(Collected data entries)
╭──

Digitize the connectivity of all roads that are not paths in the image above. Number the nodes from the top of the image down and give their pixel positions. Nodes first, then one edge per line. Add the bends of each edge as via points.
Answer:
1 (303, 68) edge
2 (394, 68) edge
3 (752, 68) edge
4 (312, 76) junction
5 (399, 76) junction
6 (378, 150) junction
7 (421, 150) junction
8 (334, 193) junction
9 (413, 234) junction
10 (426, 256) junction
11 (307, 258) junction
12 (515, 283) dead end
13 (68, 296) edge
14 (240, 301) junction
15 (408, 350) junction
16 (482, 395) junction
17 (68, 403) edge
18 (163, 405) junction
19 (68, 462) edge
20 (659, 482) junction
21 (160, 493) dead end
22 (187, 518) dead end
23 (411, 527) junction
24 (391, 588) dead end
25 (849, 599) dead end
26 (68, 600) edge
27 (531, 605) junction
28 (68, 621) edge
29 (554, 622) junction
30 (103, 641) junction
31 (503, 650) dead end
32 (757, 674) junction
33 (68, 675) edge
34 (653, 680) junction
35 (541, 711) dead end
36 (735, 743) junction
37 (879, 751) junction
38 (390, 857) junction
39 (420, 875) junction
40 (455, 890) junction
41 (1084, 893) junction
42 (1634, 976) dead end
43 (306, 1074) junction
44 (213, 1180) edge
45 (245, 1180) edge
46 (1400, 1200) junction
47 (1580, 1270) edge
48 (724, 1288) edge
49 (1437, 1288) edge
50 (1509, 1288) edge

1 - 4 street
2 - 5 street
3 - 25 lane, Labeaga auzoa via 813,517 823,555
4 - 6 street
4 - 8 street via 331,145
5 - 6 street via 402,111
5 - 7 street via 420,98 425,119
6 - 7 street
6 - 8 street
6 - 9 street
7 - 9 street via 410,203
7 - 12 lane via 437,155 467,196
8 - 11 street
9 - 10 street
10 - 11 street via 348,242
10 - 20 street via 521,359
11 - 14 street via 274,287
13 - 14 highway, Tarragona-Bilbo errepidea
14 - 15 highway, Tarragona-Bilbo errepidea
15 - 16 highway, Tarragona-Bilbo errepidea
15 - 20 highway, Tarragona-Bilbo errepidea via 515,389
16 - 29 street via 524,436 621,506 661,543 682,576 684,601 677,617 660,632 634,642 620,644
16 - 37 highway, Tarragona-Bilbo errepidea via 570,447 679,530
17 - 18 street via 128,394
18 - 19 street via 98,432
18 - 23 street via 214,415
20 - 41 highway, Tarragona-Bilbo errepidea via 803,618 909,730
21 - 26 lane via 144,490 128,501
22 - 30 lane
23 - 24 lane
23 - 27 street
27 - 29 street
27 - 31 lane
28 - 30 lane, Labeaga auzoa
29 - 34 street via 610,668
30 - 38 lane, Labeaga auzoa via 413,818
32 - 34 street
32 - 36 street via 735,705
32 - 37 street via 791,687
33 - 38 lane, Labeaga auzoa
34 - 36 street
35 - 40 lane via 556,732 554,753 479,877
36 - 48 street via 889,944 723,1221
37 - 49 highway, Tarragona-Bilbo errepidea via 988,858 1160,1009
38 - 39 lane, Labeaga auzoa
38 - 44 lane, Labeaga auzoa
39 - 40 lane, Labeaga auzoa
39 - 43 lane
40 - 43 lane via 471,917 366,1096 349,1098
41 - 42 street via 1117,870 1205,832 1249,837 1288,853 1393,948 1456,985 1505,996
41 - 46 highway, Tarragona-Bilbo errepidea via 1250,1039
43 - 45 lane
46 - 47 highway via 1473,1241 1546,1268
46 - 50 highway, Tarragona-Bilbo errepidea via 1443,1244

╰──

Work task.
The records above need copying. Do it exactly.

Completed exercise.
Digitize the connectivity of all roads that are not paths in the image above. Number the nodes from the top of the image down and give their pixel positions. Nodes first, then one edge per line. Add the bends of each edge as via points.
Answer:
1 (303, 68) edge
2 (394, 68) edge
3 (752, 68) edge
4 (312, 76) junction
5 (399, 76) junction
6 (378, 150) junction
7 (421, 150) junction
8 (334, 193) junction
9 (413, 234) junction
10 (426, 256) junction
11 (307, 258) junction
12 (515, 283) dead end
13 (68, 296) edge
14 (240, 301) junction
15 (408, 350) junction
16 (482, 395) junction
17 (68, 403) edge
18 (163, 405) junction
19 (68, 462) edge
20 (659, 482) junction
21 (160, 493) dead end
22 (187, 518) dead end
23 (411, 527) junction
24 (391, 588) dead end
25 (849, 599) dead end
26 (68, 600) edge
27 (531, 605) junction
28 (68, 621) edge
29 (554, 622) junction
30 (103, 641) junction
31 (503, 650) dead end
32 (757, 674) junction
33 (68, 675) edge
34 (653, 680) junction
35 (541, 711) dead end
36 (735, 743) junction
37 (879, 751) junction
38 (390, 857) junction
39 (420, 875) junction
40 (455, 890) junction
41 (1084, 893) junction
42 (1634, 976) dead end
43 (306, 1074) junction
44 (213, 1180) edge
45 (245, 1180) edge
46 (1400, 1200) junction
47 (1580, 1270) edge
48 (724, 1288) edge
49 (1437, 1288) edge
50 (1509, 1288) edge

1 - 4 street
2 - 5 street
3 - 25 lane, Labeaga auzoa via 813,517 823,555
4 - 6 street
4 - 8 street via 331,145
5 - 6 street via 402,111
5 - 7 street via 420,98 425,119
6 - 7 street
6 - 8 street
6 - 9 street
7 - 9 street via 410,203
7 - 12 lane via 437,155 467,196
8 - 11 street
9 - 10 street
10 - 11 street via 348,242
10 - 20 street via 521,359
11 - 14 street via 274,287
13 - 14 highway, Tarragona-Bilbo errepidea
14 - 15 highway, Tarragona-Bilbo errepidea
15 - 16 highway, Tarragona-Bilbo errepidea
15 - 20 highway, Tarragona-Bilbo errepidea via 515,389
16 - 29 street via 524,436 621,506 661,543 682,576 684,601 677,617 660,632 634,642 620,644
16 - 37 highway, Tarragona-Bilbo errepidea via 570,447 679,530
17 - 18 street via 128,394
18 - 19 street via 98,432
18 - 23 street via 214,415
20 - 41 highway, Tarragona-Bilbo errepidea via 803,618 909,730
21 - 26 lane via 144,490 128,501
22 - 30 lane
23 - 24 lane
23 - 27 street
27 - 29 street
27 - 31 lane
28 - 30 lane, Labeaga auzoa
29 - 34 street via 610,668
30 - 38 lane, Labeaga auzoa via 413,818
32 - 34 street
32 - 36 street via 735,705
32 - 37 street via 791,687
33 - 38 lane, Labeaga auzoa
34 - 36 street
35 - 40 lane via 556,732 554,753 479,877
36 - 48 street via 889,944 723,1221
37 - 49 highway, Tarragona-Bilbo errepidea via 988,858 1160,1009
38 - 39 lane, Labeaga auzoa
38 - 44 lane, Labeaga auzoa
39 - 40 lane, Labeaga auzoa
39 - 43 lane
40 - 43 lane via 471,917 366,1096 349,1098
41 - 42 street via 1117,870 1205,832 1249,837 1288,853 1393,948 1456,985 1505,996
41 - 46 highway, Tarragona-Bilbo errepidea via 1250,1039
43 - 45 lane
46 - 47 highway via 1473,1241 1546,1268
46 - 50 highway, Tarragona-Bilbo errepidea via 1443,1244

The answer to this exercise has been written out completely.